Speaking more of the "sensitivity to outside influences," I'm pretty sure I have ADHD. I've scored high on various online tests -- if that can account for anything, -- and the more I read about it, the more convinced I am that it's my primary affliction. I'm hoping that this is the case and that treating it will help me conquer the depression. What's more depressing than being an anal organizing type not being able to keep her shit in order?
I wish I had more control over my reactivity to things. I wish my mind didn't so easily slip into haunting daydreams of the perils that will surely befall my life. I say I won't accept drama and toxicity in friendships, but it's rampant in my head. Give me the inkling, the start of the story, and I will write out the most insane plot to denouement. This last week in particular has been rough, getting to sleep nearly impossible. It's when I lie down that the imagination goes insane. I could probably make millions writing plot lines for soap operas.
Tomorrow is my first appointment with a psychiatrist. I've seen a psychologist already; he was cool and all, but I was a little impatient with the process of behavior modification, waiting for some grand enlightenment to possibly help me retrain my brain. Honestly I think the retraining is out of my control; so much for optimism.
I just want to be happy, to appreciate all the wonderful things in my life. I want things to fall into place and stop cluttering my brain with nonsense.

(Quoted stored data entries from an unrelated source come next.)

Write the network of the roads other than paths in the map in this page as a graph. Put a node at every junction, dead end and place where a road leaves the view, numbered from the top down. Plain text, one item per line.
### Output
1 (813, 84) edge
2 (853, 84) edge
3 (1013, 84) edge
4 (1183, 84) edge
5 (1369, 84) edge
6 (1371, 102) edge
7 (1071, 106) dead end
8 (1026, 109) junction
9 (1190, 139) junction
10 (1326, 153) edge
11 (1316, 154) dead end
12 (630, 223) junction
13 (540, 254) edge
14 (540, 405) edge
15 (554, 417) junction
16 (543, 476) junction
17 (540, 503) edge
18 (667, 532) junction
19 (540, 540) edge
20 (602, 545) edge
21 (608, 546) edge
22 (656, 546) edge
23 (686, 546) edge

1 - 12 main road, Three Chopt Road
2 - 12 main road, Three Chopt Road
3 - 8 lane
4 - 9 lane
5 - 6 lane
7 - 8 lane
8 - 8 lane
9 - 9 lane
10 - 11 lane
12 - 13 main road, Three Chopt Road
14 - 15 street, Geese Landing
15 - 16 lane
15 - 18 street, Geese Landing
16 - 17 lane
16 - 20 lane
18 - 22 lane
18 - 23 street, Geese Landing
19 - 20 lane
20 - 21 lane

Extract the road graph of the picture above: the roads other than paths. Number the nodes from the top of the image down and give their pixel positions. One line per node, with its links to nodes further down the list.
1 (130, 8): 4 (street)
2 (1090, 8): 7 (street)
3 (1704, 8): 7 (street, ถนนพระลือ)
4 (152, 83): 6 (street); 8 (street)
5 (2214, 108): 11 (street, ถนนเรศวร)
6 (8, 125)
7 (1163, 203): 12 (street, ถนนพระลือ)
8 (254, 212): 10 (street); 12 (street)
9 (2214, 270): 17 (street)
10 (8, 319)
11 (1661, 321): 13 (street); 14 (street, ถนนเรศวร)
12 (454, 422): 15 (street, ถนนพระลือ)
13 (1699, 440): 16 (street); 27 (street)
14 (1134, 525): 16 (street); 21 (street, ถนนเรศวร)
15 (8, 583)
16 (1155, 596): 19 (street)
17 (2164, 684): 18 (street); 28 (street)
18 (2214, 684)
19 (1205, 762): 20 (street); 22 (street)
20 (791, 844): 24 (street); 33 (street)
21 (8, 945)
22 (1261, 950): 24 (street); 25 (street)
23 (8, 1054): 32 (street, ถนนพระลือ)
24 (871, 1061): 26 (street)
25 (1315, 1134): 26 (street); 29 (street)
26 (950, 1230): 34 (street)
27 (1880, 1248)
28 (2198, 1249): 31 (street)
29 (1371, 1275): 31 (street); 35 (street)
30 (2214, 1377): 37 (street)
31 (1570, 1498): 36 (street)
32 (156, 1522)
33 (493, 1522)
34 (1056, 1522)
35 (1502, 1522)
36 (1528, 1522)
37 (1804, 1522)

I wish you health, happiness and luck in your process to find the former two. I know how it can appear slow, but in the grand scheme of life, it will be okay. Go to your appointments, do the behavior modification if they ask, accept prescriptions (if you wish to go that route)...just DO something. You are expressing the same feelings I've went through, and I'm so much better and happier! than I was before...you know it's there...you can get there!!! :-)
Posted by: Cindy | 2009.03.09 at 03:01 PM
You are so seriously on the road to recovery just committing to the process. I know it sounds wanky but it is the truth. xxoo
Posted by: von Kranikipantzen | 2009.03.10 at 12:19 AM
I was going to say what Kranki said. You are taking the right steps. I wish you all the best, babe.